The U.K. financial watchdog published a statement on its website Friday, noting that the exchange is not registered to offer financial services in the U.K. “This firm is not authorised by us and is targeting people in the UK,” the note read. “You will not have access to the Financial Ombudsman Service or be protected by the Financial Services Compensation Scheme (FSCS), so you are unlikely to get your money back if things go wrong.”
The FCA oversees more than 50,000 financial companies in the U.K. to ensure that they comply with regulations. It requires crypto-related companies to register and comply with anti-money laundering regulations, including implementing KYC restrictions for customers.
The warning against Sam Bankman-Friend’s multi-billion dollar powerhouse is yet another instance of the FCA sounding the alarm on the digital assets sector. The regulator has been keeping a close eye on the space since digital assets boomed in 2021, warning companies against misleading marketing campaigns and banning all Bitcoin ATMs in the country.
It was also one of several regulators to step in against Binance over its regulatory practices last year, posting a similar warning to the FTX post to flag that the world’s top cryptocurrency exchange posed “a significant risk” to U.K. consumers. Binance made several big changes in response to regulatory attention, including introducing mandatory KYC restrictions and reducing its maximum leverage offering from 100x to 20x.
Similar to Binance, FTX operates from an offshore jurisdiction. While both companies run U.S. arms to satisfy the SEC and other American regulators, their main entities offer a wider range of products and services that do not fall under U.S. regulations.

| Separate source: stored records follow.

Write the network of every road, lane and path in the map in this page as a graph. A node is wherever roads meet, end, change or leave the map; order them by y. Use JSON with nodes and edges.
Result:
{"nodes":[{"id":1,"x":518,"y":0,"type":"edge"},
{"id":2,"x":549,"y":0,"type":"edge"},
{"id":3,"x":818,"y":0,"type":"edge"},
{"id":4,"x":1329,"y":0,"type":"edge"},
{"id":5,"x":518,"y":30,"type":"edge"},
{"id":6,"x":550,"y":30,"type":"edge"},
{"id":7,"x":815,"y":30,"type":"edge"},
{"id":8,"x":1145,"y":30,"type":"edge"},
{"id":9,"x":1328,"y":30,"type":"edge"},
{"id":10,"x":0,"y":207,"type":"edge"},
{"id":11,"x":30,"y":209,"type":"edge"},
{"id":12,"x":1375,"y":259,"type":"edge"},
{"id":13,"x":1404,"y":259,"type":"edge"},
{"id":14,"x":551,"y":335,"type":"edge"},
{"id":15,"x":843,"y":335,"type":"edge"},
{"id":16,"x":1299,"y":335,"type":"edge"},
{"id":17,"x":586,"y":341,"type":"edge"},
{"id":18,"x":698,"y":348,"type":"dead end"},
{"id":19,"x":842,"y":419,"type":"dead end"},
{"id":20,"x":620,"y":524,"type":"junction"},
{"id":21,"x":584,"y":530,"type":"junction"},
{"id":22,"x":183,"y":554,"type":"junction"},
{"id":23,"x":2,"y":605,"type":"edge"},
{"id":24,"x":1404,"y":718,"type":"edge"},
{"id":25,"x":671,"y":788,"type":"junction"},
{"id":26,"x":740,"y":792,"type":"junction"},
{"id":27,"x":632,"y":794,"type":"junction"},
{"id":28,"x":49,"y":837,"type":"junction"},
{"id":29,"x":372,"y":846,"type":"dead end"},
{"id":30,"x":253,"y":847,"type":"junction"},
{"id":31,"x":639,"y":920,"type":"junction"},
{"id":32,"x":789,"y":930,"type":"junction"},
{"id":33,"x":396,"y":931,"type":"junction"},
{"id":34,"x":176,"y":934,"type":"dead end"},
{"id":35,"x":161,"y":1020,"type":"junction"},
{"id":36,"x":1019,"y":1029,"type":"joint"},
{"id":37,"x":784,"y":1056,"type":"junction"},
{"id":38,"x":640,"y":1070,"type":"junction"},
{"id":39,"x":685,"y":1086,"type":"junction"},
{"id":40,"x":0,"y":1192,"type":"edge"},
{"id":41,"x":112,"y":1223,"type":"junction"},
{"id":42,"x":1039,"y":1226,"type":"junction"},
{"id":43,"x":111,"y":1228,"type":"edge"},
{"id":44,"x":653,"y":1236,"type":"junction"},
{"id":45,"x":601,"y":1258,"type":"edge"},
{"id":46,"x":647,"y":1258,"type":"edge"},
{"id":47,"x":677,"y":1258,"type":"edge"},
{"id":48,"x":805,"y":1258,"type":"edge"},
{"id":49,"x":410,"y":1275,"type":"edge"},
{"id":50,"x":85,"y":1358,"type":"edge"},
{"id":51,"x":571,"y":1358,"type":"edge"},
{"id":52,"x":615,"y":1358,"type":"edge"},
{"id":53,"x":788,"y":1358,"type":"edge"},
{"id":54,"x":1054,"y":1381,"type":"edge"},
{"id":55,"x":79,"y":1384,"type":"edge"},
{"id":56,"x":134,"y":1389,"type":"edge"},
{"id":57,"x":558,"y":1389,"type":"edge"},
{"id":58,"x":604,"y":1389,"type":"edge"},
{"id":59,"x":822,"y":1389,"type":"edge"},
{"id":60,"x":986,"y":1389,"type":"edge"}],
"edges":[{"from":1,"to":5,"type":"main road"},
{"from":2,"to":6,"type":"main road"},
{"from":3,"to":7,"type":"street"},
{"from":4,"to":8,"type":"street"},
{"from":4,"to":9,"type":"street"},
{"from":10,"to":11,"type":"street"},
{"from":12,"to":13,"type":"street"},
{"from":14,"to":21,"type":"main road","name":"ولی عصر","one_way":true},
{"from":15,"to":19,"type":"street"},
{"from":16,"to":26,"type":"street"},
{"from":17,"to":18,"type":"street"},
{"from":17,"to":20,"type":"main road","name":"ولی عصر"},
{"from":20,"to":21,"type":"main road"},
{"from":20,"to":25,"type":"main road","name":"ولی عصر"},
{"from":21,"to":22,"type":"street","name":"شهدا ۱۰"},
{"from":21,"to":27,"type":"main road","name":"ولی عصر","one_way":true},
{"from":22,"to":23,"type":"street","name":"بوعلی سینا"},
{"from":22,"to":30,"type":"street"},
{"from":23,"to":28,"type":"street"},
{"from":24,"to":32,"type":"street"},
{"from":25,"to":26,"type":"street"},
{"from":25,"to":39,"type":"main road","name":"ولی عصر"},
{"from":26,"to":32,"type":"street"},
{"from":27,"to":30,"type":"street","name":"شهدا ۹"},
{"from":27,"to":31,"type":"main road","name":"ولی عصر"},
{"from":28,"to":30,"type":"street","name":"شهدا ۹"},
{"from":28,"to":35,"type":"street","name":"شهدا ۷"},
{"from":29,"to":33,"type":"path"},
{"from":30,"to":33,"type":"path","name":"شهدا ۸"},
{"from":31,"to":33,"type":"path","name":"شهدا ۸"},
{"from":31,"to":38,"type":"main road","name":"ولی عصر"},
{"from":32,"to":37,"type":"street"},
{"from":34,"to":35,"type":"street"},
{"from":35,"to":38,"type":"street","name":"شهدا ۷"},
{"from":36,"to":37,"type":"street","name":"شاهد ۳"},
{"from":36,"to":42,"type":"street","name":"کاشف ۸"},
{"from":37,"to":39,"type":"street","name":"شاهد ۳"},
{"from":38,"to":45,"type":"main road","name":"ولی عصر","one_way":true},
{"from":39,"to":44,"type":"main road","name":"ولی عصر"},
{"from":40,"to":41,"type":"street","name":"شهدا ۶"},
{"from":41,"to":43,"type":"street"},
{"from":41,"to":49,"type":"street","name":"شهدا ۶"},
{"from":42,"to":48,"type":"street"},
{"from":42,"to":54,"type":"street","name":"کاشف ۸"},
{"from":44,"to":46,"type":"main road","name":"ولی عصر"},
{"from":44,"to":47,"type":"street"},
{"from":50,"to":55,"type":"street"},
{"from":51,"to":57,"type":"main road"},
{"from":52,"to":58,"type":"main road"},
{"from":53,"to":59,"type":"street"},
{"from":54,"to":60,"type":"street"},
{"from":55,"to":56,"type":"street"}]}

Bahamas-based FTX won a licence to operate in Cyprus this month, but it’s yet to receive a permit to operate in the U.K. “Securing this licence in the European Union is an important step in achieving our goal of becoming one of the most regulated exchanges in the world,” said Bankman-Fried at the time.
Disclosure: At the time of writing, the author of this piece owned ETH and several other cryptocurrencies.